- **WORK TASK**
Return, from the listing below, each line where the word "Merah" appears.

- **INFORMATION PROVIDED**
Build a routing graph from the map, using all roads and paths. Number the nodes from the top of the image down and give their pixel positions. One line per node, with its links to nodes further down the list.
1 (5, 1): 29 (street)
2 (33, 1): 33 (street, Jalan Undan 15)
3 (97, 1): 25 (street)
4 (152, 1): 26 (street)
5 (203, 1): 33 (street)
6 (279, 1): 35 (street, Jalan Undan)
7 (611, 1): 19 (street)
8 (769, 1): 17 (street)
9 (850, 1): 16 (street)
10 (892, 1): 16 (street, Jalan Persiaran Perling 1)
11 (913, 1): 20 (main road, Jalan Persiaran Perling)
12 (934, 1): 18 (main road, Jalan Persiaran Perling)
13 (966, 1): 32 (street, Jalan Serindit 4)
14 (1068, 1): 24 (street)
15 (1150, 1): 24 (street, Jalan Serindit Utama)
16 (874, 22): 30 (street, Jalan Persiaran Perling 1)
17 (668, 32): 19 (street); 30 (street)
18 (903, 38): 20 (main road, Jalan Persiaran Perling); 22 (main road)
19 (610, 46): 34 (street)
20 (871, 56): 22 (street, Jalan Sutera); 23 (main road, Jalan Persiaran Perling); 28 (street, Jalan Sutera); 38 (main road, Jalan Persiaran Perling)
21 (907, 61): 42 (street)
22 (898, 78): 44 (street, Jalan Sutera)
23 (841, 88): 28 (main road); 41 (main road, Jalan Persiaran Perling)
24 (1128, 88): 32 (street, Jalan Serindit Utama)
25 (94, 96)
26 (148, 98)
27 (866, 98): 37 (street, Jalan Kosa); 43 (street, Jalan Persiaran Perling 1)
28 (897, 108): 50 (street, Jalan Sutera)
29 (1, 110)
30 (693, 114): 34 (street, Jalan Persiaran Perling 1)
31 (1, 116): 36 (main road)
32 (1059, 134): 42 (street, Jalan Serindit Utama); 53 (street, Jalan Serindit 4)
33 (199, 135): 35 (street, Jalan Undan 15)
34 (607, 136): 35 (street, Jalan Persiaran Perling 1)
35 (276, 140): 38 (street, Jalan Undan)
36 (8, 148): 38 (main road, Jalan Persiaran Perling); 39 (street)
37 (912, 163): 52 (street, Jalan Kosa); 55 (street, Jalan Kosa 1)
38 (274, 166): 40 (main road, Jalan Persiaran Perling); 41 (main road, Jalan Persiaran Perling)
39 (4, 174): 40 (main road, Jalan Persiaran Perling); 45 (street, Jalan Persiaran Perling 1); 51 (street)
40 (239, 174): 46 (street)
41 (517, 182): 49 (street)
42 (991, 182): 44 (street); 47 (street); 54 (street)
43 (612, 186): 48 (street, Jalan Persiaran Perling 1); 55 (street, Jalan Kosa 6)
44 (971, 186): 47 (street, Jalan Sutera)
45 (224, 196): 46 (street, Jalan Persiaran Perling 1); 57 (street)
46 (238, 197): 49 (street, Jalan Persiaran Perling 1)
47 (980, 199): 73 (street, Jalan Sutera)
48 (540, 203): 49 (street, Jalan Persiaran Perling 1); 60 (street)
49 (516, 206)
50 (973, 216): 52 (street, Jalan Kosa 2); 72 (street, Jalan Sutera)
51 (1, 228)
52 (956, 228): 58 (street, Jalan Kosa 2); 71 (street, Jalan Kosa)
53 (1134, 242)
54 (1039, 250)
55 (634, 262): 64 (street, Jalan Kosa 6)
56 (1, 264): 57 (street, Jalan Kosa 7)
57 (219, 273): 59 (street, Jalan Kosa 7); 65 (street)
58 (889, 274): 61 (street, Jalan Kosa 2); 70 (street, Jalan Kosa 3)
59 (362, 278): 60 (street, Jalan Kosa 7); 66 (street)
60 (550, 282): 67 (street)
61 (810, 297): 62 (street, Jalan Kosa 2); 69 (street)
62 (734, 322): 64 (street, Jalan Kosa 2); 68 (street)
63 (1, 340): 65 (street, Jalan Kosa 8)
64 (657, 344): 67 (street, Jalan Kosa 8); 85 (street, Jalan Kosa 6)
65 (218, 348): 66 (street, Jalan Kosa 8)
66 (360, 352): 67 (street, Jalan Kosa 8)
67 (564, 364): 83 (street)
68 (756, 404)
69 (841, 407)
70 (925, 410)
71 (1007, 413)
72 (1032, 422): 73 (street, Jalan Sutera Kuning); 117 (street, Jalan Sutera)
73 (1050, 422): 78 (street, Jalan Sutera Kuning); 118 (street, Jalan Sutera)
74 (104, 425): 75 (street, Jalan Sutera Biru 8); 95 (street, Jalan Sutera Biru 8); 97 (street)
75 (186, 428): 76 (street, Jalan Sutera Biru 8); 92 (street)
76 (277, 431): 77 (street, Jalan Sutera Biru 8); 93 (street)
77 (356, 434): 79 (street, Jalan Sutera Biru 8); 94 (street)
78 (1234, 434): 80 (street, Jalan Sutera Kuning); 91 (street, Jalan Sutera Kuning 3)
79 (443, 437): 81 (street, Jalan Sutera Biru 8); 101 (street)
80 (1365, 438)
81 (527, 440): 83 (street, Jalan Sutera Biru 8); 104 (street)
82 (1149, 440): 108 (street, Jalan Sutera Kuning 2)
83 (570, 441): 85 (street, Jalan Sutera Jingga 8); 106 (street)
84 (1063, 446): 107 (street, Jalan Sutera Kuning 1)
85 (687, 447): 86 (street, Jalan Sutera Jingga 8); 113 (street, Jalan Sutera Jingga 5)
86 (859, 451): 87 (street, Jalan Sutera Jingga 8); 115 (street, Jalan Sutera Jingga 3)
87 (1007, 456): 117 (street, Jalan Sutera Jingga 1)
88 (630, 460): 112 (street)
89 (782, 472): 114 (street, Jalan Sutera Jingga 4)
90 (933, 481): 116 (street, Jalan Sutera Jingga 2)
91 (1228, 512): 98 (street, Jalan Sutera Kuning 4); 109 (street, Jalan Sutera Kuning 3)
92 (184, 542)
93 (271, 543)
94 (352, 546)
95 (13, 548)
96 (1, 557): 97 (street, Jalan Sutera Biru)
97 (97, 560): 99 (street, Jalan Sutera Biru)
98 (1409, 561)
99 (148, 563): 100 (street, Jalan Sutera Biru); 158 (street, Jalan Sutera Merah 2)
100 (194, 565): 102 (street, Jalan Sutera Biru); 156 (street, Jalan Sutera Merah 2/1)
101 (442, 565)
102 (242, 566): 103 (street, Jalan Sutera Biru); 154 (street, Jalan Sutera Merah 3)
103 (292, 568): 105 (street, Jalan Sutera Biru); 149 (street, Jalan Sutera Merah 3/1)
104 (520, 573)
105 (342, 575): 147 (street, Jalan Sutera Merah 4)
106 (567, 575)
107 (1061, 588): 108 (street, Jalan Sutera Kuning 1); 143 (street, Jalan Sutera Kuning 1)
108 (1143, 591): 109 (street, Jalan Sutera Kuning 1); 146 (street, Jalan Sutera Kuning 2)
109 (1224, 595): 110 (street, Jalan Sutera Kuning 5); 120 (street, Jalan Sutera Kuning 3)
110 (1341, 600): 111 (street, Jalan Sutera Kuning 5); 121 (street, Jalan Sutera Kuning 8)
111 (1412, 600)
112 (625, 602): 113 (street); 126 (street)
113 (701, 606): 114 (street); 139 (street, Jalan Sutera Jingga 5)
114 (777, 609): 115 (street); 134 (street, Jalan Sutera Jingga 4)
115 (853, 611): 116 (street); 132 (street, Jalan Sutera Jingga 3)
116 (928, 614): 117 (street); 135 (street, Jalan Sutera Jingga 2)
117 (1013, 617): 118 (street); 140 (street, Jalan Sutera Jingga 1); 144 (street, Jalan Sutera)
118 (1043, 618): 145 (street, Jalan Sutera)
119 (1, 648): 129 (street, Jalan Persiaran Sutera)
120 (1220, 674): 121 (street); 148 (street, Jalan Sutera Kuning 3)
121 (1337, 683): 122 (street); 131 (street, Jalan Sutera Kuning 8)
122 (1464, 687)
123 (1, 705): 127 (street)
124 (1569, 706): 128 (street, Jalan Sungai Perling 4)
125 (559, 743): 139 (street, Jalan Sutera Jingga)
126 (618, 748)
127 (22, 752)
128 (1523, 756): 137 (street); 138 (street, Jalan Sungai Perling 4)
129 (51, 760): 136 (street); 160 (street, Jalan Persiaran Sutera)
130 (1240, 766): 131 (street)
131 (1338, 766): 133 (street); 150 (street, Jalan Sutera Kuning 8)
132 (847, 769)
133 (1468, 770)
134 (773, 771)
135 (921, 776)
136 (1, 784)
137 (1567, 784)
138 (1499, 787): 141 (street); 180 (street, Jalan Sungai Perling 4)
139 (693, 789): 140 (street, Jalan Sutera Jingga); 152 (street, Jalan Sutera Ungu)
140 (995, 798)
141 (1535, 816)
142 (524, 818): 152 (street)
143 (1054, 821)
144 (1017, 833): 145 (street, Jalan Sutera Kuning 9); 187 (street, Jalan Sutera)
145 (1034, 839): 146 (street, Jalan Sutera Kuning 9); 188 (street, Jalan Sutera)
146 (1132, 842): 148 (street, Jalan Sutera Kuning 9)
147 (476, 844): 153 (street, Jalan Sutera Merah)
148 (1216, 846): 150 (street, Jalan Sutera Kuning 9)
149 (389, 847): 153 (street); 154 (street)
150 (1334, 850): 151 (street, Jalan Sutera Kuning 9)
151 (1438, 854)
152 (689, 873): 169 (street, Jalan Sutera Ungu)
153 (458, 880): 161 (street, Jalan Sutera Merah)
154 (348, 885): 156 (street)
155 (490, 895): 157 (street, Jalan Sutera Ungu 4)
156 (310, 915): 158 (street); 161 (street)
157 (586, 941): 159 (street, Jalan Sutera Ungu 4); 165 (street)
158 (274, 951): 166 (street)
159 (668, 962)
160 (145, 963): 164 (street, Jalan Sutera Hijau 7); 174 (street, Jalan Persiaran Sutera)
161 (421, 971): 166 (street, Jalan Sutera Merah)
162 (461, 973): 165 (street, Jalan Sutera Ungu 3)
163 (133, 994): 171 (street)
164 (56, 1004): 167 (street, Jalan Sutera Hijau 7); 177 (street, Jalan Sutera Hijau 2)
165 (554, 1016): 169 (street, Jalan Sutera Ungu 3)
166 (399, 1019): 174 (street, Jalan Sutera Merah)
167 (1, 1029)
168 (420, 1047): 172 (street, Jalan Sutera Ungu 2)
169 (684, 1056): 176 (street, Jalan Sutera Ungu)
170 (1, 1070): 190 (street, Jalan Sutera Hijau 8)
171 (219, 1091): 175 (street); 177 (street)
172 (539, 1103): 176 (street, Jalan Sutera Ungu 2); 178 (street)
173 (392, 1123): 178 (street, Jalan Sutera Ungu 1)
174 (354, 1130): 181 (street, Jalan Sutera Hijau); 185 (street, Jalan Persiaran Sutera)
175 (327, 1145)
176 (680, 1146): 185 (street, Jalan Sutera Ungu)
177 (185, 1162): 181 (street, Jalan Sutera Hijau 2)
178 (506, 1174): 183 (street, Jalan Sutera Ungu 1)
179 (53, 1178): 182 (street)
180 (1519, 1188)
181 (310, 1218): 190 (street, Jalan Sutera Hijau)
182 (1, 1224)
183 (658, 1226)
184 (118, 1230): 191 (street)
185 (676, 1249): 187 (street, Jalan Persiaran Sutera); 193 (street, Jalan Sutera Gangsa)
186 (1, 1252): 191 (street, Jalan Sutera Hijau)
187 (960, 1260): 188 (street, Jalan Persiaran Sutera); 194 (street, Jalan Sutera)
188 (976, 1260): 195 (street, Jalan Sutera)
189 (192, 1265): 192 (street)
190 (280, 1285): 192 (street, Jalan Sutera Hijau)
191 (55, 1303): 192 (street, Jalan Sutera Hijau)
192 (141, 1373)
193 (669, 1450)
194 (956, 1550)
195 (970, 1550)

- **EXERCISE ANSWER**
99 (148, 563): 100 (street, Jalan Sutera Biru); 158 (street, Jalan Sutera Merah 2)
100 (194, 565): 102 (street, Jalan Sutera Biru); 156 (street, Jalan Sutera Merah 2/1)
102 (242, 566): 103 (street, Jalan Sutera Biru); 154 (street, Jalan Sutera Merah 3)
103 (292, 568): 105 (street, Jalan Sutera Biru); 149 (street, Jalan Sutera Merah 3/1)
105 (342, 575): 147 (street, Jalan Sutera Merah 4)
147 (476, 844): 153 (street, Jalan Sutera Merah)
153 (458, 880): 161 (street, Jalan Sutera Merah)
161 (421, 971): 166 (street, Jalan Sutera Merah)
166 (399, 1019): 174 (street, Jalan Sutera Merah)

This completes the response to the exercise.